Records for processing below:
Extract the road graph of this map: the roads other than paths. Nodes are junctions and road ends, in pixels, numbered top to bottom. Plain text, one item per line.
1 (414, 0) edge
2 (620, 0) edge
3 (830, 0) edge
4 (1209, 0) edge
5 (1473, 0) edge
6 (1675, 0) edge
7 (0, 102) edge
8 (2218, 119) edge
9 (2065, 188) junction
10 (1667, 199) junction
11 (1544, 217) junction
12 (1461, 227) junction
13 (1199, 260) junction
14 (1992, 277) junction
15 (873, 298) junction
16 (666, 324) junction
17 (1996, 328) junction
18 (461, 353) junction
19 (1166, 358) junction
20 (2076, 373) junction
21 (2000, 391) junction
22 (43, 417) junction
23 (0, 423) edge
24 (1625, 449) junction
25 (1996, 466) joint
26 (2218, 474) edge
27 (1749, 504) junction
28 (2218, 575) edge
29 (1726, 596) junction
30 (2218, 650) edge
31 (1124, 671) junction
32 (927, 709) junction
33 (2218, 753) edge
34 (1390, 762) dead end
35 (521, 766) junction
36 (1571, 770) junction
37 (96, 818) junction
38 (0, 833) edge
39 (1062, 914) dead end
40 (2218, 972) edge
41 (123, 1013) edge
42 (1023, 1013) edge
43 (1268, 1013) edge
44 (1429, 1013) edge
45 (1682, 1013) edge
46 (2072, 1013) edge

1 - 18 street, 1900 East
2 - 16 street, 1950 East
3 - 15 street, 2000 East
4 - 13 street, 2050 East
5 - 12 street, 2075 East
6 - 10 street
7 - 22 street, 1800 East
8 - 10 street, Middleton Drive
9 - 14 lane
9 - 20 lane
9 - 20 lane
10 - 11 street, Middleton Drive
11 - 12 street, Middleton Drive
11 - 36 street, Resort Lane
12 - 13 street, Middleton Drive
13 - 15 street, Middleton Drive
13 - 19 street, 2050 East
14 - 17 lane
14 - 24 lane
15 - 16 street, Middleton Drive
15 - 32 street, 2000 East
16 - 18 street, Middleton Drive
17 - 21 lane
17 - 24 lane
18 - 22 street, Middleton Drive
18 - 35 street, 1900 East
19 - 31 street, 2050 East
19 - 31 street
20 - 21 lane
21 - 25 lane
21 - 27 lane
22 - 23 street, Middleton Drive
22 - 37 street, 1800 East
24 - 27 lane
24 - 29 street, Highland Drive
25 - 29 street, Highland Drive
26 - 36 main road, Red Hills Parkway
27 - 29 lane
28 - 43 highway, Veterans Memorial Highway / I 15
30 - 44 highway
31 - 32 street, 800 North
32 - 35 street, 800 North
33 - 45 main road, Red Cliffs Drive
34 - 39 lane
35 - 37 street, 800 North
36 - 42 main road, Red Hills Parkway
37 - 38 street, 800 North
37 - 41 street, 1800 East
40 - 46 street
End of Records for processing.
**Work to be completed**
Output all of the records above exactly as they appear.

**Response to this exercise**
Extract the road graph of this map: the roads other than paths. Nodes are junctions and road ends, in pixels, numbered top to bottom. Plain text, one item per line.
1 (414, 0) edge
2 (620, 0) edge
3 (830, 0) edge
4 (1209, 0) edge
5 (1473, 0) edge
6 (1675, 0) edge
7 (0, 102) edge
8 (2218, 119) edge
9 (2065, 188) junction
10 (1667, 199) junction
11 (1544, 217) junction
12 (1461, 227) junction
13 (1199, 260) junction
14 (1992, 277) junction
15 (873, 298) junction
16 (666, 324) junction
17 (1996, 328) junction
18 (461, 353) junction
19 (1166, 358) junction
20 (2076, 373) junction
21 (2000, 391) junction
22 (43, 417) junction
23 (0, 423) edge
24 (1625, 449) junction
25 (1996, 466) joint
26 (2218, 474) edge
27 (1749, 504) junction
28 (2218, 575) edge
29 (1726, 596) junction
30 (2218, 650) edge
31 (1124, 671) junction
32 (927, 709) junction
33 (2218, 753) edge
34 (1390, 762) dead end
35 (521, 766) junction
36 (1571, 770) junction
37 (96, 818) junction
38 (0, 833) edge
39 (1062, 914) dead end
40 (2218, 972) edge
41 (123, 1013) edge
42 (1023, 1013) edge
43 (1268, 1013) edge
44 (1429, 1013) edge
45 (1682, 1013) edge
46 (2072, 1013) edge

1 - 18 street, 1900 East
2 - 16 street, 1950 East
3 - 15 street, 2000 East
4 - 13 street, 2050 East
5 - 12 street, 2075 East
6 - 10 street
7 - 22 street, 1800 East
8 - 10 street, Middleton Drive
9 - 14 lane
9 - 20 lane
9 - 20 lane
10 - 11 street, Middleton Drive
11 - 12 street, Middleton Drive
11 - 36 street, Resort Lane
12 - 13 street, Middleton Drive
13 - 15 street, Middleton Drive
13 - 19 street, 2050 East
14 - 17 lane
14 - 24 lane
15 - 16 street, Middleton Drive
15 - 32 street, 2000 East
16 - 18 street, Middleton Drive
17 - 21 lane
17 - 24 lane
18 - 22 street, Middleton Drive
18 - 35 street, 1900 East
19 - 31 street, 2050 East
19 - 31 street
20 - 21 lane
21 - 25 lane
21 - 27 lane
22 - 23 street, Middleton Drive
22 - 37 street, 1800 East
24 - 27 lane
24 - 29 street, Highland Drive
25 - 29 street, Highland Drive
26 - 36 main road, Red Hills Parkway
27 - 29 lane
28 - 43 highway, Veterans Memorial Highway / I 15
30 - 44 highway
31 - 32 street, 800 North
32 - 35 street, 800 North
33 - 45 main road, Red Cliffs Drive
34 - 39 lane
35 - 37 street, 800 North
36 - 42 main road, Red Hills Parkway
37 - 38 street, 800 North
37 - 41 street, 1800 East
40 - 46 street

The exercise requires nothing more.